ORHAN ERİNÇ: ABDİ İPEKÇİ'NİN ÖLDÜRÜLÜŞÜNÜ DE FAİLİ MEÇHULLER ARASINDA SAYIYORUZ
Törende konuşan Türkiye Gazeteciler Cemiyeti Başkanı Orhan Erinç, aramızdan ayrılışının 34. yılında Abdi İpekçi’yi saygı ve özlemle andıklarını söyleyerek sözlerine başladı.
“Abdi Bey, benim ve benden sonraki kuşağın ustalarından biri olarak anılarımızda yaşamaktadır. Çünkü Abdi İpekçi’nin gazetecilik yaklaşımı, gerçekleri halka iletmek konusundaki titizliğidir” diyen Başkan Erinç, şöyle konuştu:
“Bizim gençliğimizdeki gazetecilik ile bugün arasındaki farkı çok açık olarak görmekteyiz. Biz, gazetecilikte haberde adı geçen kim varsa onların görüşlerini de alarak haberin oluşturulması konusunda eğitildik ve yönlendirildik. Ama geldiğimiz noktada, “Duyumların ya da kendisine verilen bilgileri kontrol etmeden yayınlamanın” yeni bir gazetecilik türü oluşuyla karşı karşıyayız diye düşünüyorum. Bu açıdan Abdi Bey’in gazeteciliği ile bugünün gazeteciliği arasında önemli bir değişiklik söz konusu. Bu durum, bana sorarsanız medya ile eğlence sektörünün eş değer tutulmasından kaynaklanmaktadır. Çünkü reklam pastasından pay alma konusundaki gelişmeler ve çabalar bir ölçüde haberin kutsallığını da geri plana atmış durumda görünmektedir”
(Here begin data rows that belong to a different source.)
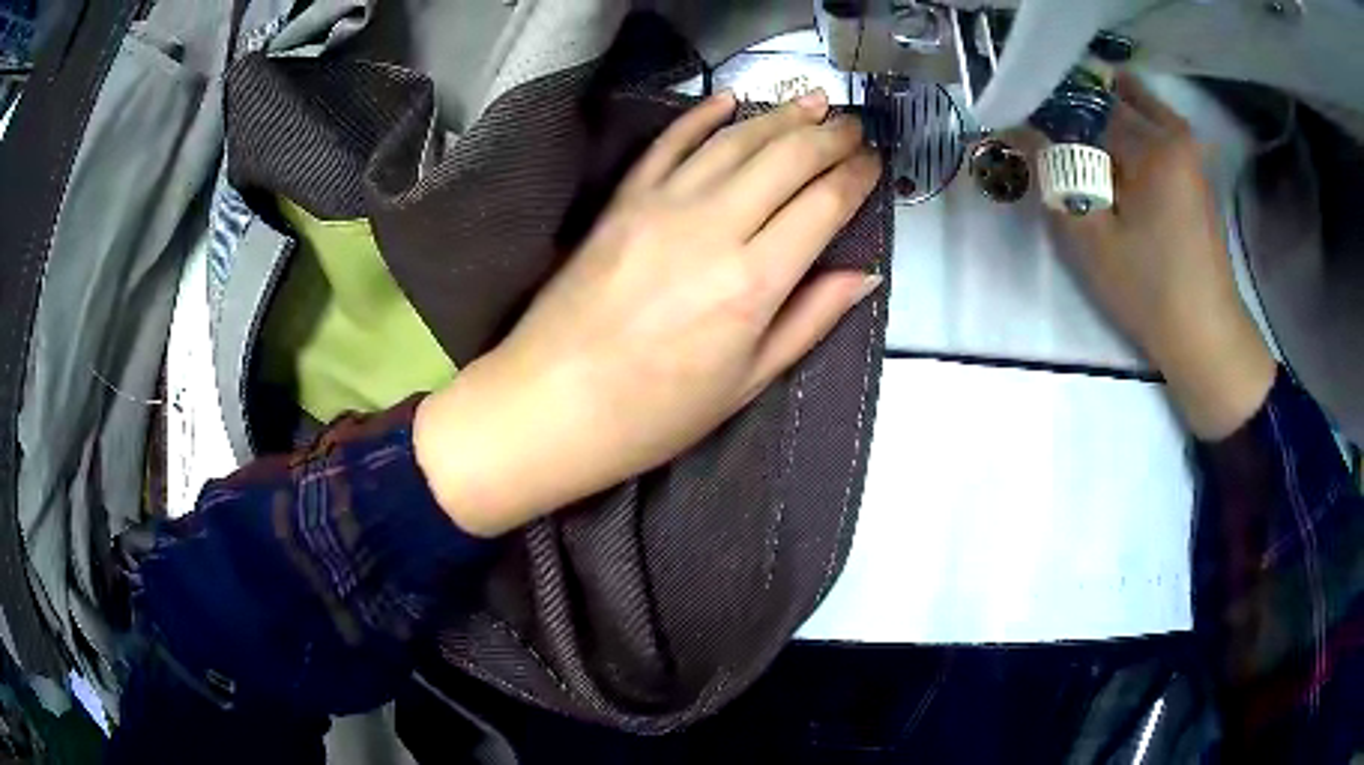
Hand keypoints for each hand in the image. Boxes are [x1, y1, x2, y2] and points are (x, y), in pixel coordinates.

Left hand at [414, 90, 882, 535]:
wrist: (549, 404)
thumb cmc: (652, 414)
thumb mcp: (746, 383)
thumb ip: (809, 320)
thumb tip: (863, 275)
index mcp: (753, 283)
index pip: (823, 205)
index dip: (856, 177)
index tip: (874, 164)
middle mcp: (713, 228)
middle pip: (786, 159)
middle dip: (829, 136)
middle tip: (853, 127)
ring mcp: (661, 206)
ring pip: (735, 141)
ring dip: (780, 116)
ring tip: (813, 102)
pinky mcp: (622, 201)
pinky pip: (669, 143)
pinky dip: (702, 116)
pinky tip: (730, 100)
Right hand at [1051, 73, 1275, 439]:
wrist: (1206, 336)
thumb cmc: (1150, 291)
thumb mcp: (1092, 238)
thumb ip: (1053, 176)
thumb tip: (1017, 131)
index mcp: (1154, 145)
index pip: (1086, 104)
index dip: (1050, 111)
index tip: (1025, 127)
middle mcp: (1176, 136)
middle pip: (1112, 99)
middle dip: (1077, 111)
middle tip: (1051, 137)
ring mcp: (1191, 155)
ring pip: (1135, 112)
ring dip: (1104, 122)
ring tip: (1081, 149)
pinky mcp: (1196, 176)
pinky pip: (1155, 134)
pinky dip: (1129, 136)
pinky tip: (1113, 164)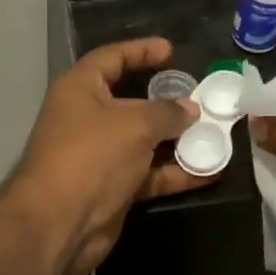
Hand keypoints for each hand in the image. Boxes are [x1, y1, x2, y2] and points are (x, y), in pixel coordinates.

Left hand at [2, 38, 201, 274]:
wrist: (59, 224)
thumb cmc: (92, 156)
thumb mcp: (135, 124)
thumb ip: (167, 112)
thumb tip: (190, 109)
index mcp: (81, 89)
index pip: (112, 58)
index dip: (141, 51)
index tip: (171, 51)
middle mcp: (88, 118)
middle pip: (133, 101)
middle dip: (168, 102)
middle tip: (202, 98)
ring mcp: (101, 155)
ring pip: (145, 141)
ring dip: (178, 140)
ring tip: (215, 135)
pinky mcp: (113, 187)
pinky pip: (149, 173)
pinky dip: (175, 172)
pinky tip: (209, 171)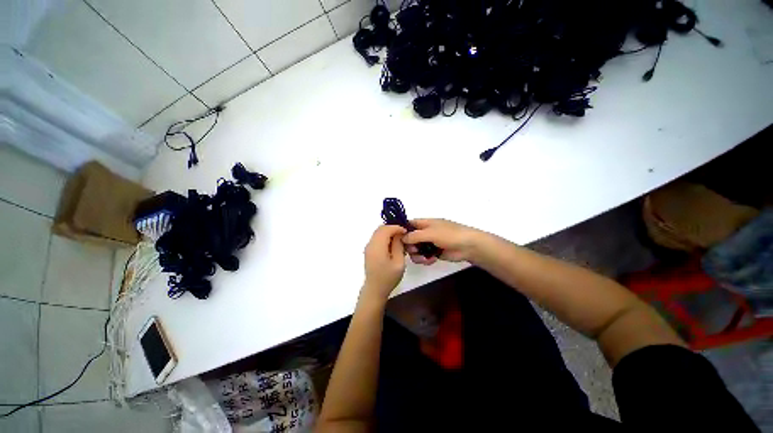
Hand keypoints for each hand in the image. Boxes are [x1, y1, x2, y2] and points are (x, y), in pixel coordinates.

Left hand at [362, 225, 406, 301]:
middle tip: (403, 234)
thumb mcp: (398, 262)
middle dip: (392, 228)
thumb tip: (399, 234)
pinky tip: (392, 244)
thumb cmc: (388, 277)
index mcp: (377, 247)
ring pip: (378, 232)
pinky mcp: (369, 250)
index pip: (386, 229)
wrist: (375, 289)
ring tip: (399, 239)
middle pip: (380, 229)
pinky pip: (377, 238)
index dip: (397, 227)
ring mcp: (368, 247)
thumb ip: (398, 246)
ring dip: (389, 232)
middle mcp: (370, 244)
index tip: (406, 232)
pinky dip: (385, 237)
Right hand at [402, 219, 481, 264]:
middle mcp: (425, 232)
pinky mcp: (434, 253)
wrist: (468, 246)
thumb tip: (401, 238)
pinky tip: (431, 260)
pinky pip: (423, 256)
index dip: (401, 230)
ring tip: (423, 258)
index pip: (408, 224)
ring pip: (415, 249)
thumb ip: (414, 235)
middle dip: (410, 246)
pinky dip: (425, 259)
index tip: (395, 239)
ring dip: (417, 255)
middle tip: (413, 250)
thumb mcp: (430, 233)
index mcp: (424, 223)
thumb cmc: (449, 235)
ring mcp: (429, 243)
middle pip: (410, 239)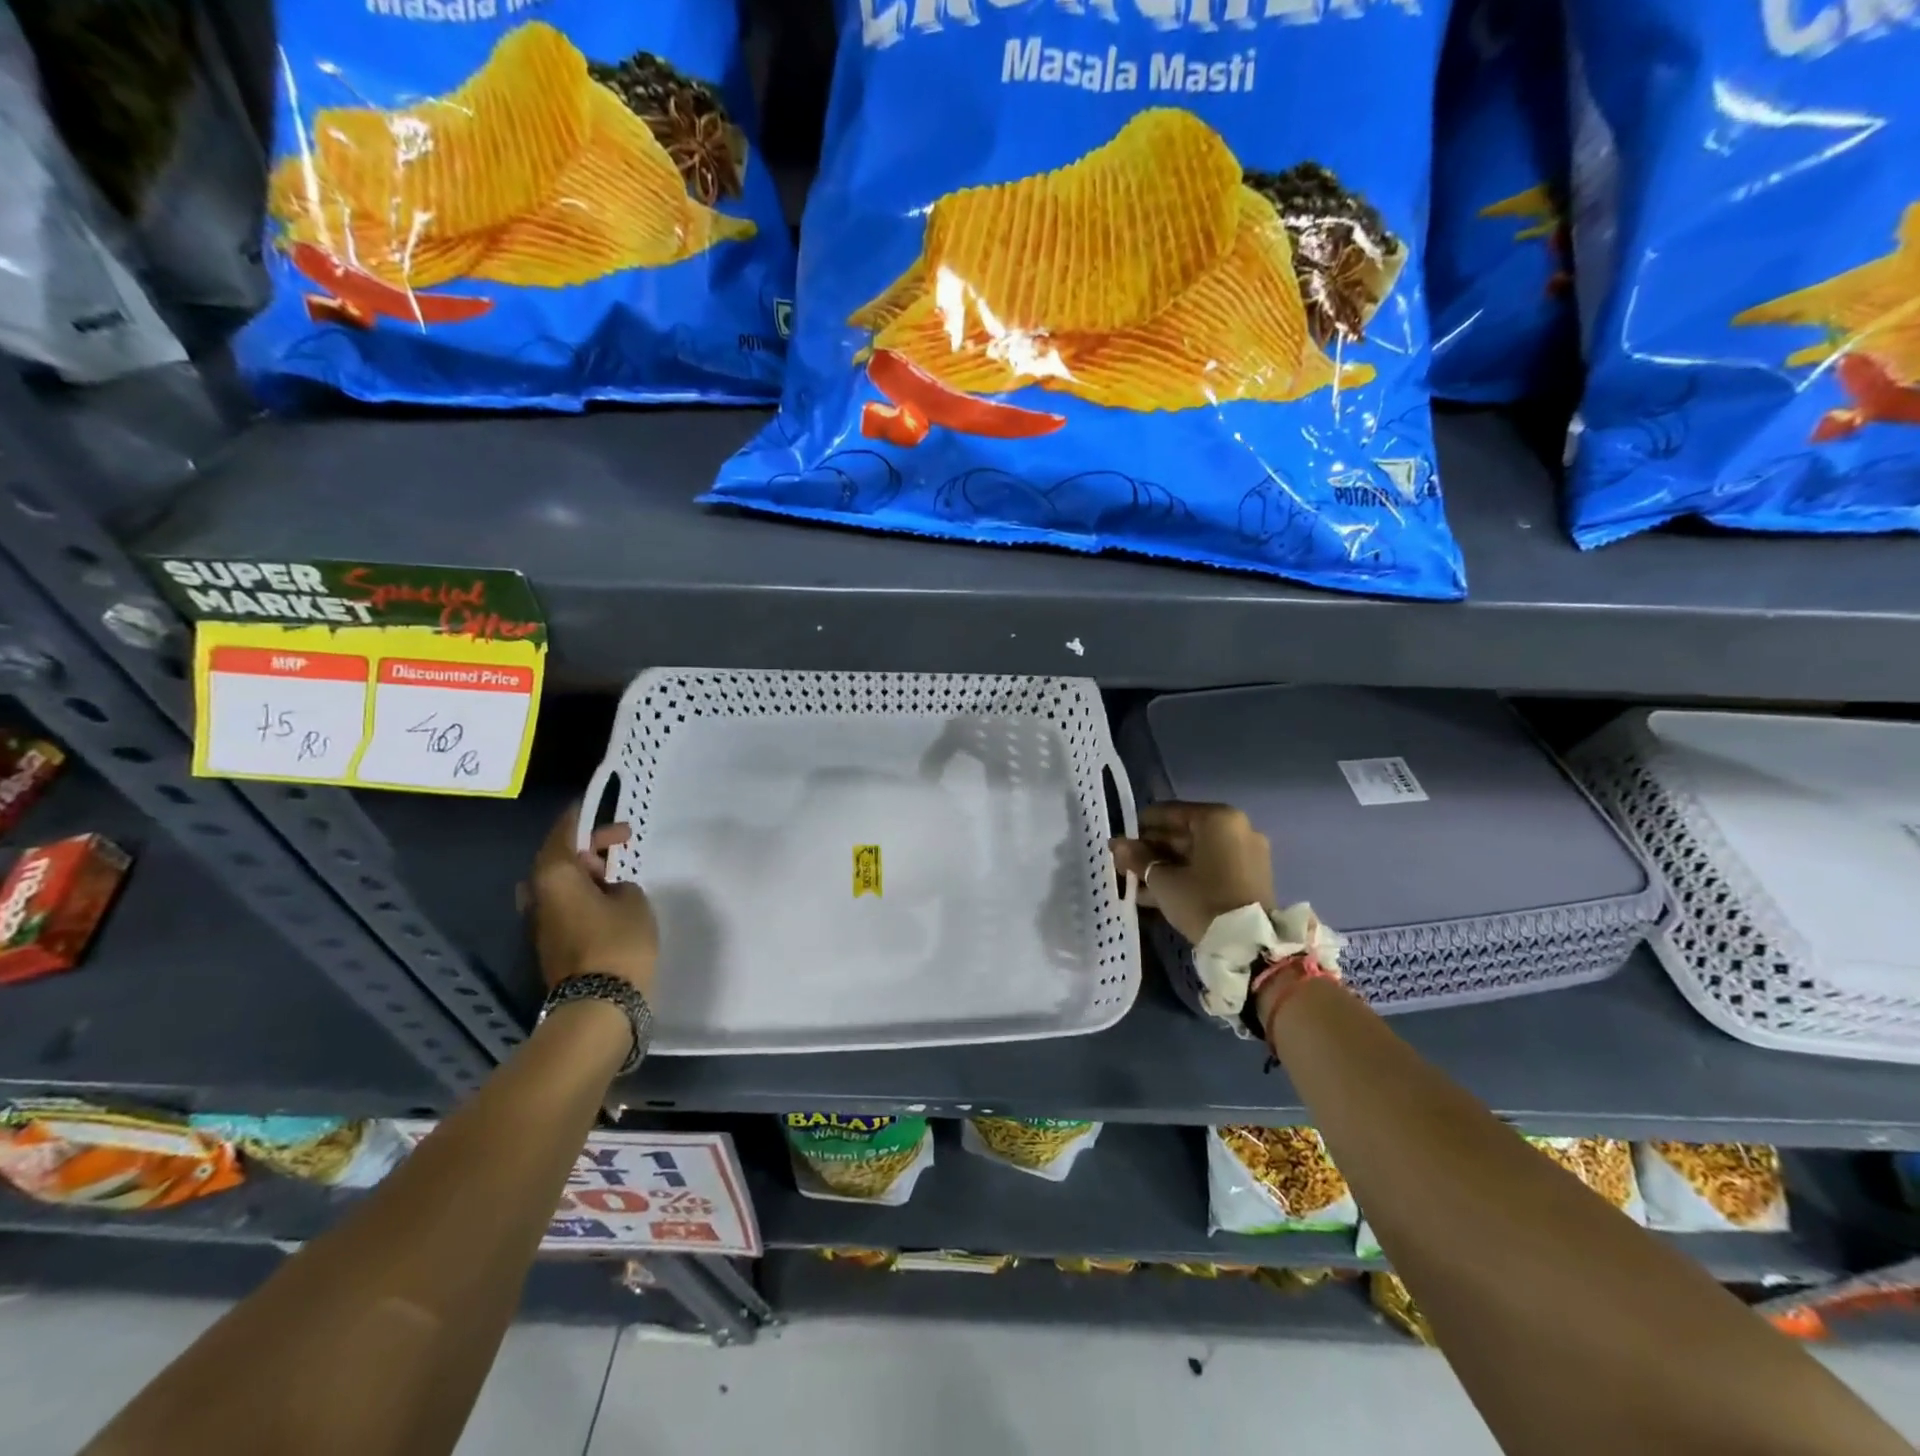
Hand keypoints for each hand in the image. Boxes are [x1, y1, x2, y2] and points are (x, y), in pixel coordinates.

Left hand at [521, 804, 658, 996]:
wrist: (598, 1005)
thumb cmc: (618, 942)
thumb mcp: (633, 900)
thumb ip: (620, 884)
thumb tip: (608, 890)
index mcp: (554, 875)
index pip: (564, 833)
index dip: (582, 818)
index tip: (596, 805)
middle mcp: (538, 895)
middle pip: (559, 858)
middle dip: (588, 846)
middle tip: (621, 841)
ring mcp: (540, 922)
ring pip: (560, 884)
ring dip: (585, 873)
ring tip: (616, 872)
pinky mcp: (550, 943)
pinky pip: (564, 904)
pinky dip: (583, 894)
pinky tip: (608, 899)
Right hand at [1110, 801, 1274, 944]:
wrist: (1249, 946)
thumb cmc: (1202, 901)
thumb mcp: (1162, 880)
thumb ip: (1138, 858)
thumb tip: (1117, 844)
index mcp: (1217, 819)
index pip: (1168, 812)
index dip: (1139, 826)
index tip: (1120, 842)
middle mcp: (1237, 829)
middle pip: (1183, 833)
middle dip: (1152, 850)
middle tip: (1125, 864)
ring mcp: (1247, 854)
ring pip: (1195, 854)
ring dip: (1165, 866)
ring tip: (1135, 883)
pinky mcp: (1251, 878)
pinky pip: (1210, 869)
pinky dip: (1186, 876)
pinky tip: (1156, 894)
ERİNÇ: DAİMA ÇALIŞANLARIN YANINDA OLDU
Abdi İpekçi’nin aynı zamanda örgütlenme konusunda da çalışmalarının olduğunu ifade eden Erinç, şöyle devam etti:
“Abdi Bey, gazetecilik konusunda sadece gazeteci olarak değil örgütçü olarak da çok önemli görevler yapmıştır. Bugün Türkiye Gazeteciler Sendikası (TGS) olarak andığımız, sendikamızın, İstanbul Gazeteciler Sendikası dönemindeki başkanlarından biri Abdi İpekçi'dir. Şu da başka bir gerçektir ki, Abdi İpekçi, genel yayın yönetmeni olarak kendisini patron vekili olarak kabul etmeyen gazetecilerden biridir. Daima çalışanlarının yanında olmayı tercih etmiştir”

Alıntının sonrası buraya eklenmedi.